Chemical Comparison of Ophiopogonis radix and Liriopes radix Based on Quantitative Analysis of Multiple Components by HPLC Coupled with Electrospray Ionization Tandem Triple Quadrupole Mass Spectrometry

Background Ophiopogonis radix and Liriopes radix are well known for the treatment of dry coughs and phthisis. Liriopes radix is occasionally used as a substitute for Ophiopogonis radix in various prescriptions due to the extremely similar pharmacological activities and clinical efficacies, but they are regarded as two different remedies in the Chinese Pharmacopoeia. Accordingly, the establishment of a reliable analytical approach for the discrimination and quality evaluation of Ophiopogonis and Liriopes is required.

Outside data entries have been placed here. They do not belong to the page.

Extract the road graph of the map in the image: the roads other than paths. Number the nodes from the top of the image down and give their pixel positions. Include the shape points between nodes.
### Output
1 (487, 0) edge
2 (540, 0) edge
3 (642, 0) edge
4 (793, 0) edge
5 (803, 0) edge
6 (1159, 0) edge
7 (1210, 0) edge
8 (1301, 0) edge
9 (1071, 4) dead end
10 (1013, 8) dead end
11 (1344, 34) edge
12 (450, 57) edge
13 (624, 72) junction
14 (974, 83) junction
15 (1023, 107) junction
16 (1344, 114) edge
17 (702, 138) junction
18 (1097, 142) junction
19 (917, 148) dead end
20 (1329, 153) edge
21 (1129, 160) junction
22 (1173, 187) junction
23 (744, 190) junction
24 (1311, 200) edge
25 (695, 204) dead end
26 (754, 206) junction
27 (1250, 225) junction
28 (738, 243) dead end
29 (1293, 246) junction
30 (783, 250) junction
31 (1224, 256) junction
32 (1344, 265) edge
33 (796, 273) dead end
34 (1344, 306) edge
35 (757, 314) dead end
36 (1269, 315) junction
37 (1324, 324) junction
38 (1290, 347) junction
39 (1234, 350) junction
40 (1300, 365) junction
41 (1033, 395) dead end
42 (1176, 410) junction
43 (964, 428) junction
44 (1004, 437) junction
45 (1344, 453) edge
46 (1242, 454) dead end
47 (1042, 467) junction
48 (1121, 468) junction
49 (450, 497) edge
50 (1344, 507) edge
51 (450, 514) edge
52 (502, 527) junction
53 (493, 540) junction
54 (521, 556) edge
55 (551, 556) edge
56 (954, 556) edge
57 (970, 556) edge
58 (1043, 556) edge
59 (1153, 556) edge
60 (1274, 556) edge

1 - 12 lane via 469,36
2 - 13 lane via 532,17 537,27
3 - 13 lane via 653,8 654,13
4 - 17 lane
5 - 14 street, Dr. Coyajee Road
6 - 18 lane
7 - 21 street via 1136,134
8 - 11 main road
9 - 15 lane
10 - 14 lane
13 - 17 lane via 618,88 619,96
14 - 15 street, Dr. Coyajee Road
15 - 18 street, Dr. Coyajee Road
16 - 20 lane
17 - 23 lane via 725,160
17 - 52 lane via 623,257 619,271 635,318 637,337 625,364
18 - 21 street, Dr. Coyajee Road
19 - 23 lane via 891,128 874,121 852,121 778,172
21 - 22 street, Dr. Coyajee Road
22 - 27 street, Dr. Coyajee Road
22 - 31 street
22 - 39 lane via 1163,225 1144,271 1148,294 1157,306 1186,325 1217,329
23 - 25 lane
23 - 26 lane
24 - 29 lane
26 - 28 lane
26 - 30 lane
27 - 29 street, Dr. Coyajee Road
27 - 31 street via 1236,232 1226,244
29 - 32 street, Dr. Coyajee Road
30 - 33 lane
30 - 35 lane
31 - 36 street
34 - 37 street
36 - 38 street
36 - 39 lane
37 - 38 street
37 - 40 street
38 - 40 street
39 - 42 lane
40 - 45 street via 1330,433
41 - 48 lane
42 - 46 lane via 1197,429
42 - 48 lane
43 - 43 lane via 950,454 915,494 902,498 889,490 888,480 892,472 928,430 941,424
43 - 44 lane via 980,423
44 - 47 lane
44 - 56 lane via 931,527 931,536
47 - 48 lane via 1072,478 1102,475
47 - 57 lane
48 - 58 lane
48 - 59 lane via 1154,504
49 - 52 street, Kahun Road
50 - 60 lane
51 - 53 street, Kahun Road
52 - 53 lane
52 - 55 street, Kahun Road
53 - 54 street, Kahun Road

Objective To establish a simple, accurate, and reliable method that can simultaneously determine multiple components in Ophiopogonis radix and Liriopes radix. To comprehensively compare the chemical compositions of the two herbs and find markers for discrimination and quality assessments. Method An HPLC-ESI-triple quadrupole (QQQ)-MS/MS method was developed for simultaneous characterization and quantification of chemical components in the two herbs. The results were further analyzed by PLS discriminant analysis to provide more information about the chemical differences, as well as to evaluate the quality of each sample. Results A total of 23 compounds have been characterized and quantified in 31 batches of herbs from different geographical regions, among which liriopesides B, sprengerinin A, ophiopogonin B, and ophiopogonanone E contribute mostly. The contents of homoisoflavonoids were much higher in Ophiopogonis radix than in Liriopes radix, but the levels of steroidal saponins followed a contrary trend. Conclusions Simultaneous determination of multiple components by HPLC-QQQ-MS/MS coupled with chemometrics analysis is an acceptable strategy to evaluate and control the quality of Ophiopogonis radix and Liriope radix. Highlights Simultaneous determination of 12 steroidal saponins and 11 homoisoflavonoids in both Ophiopogonis radix and Liriope radix by using HPLC-QQQ-MS/MS in positive ion mode, as well as the quality control study.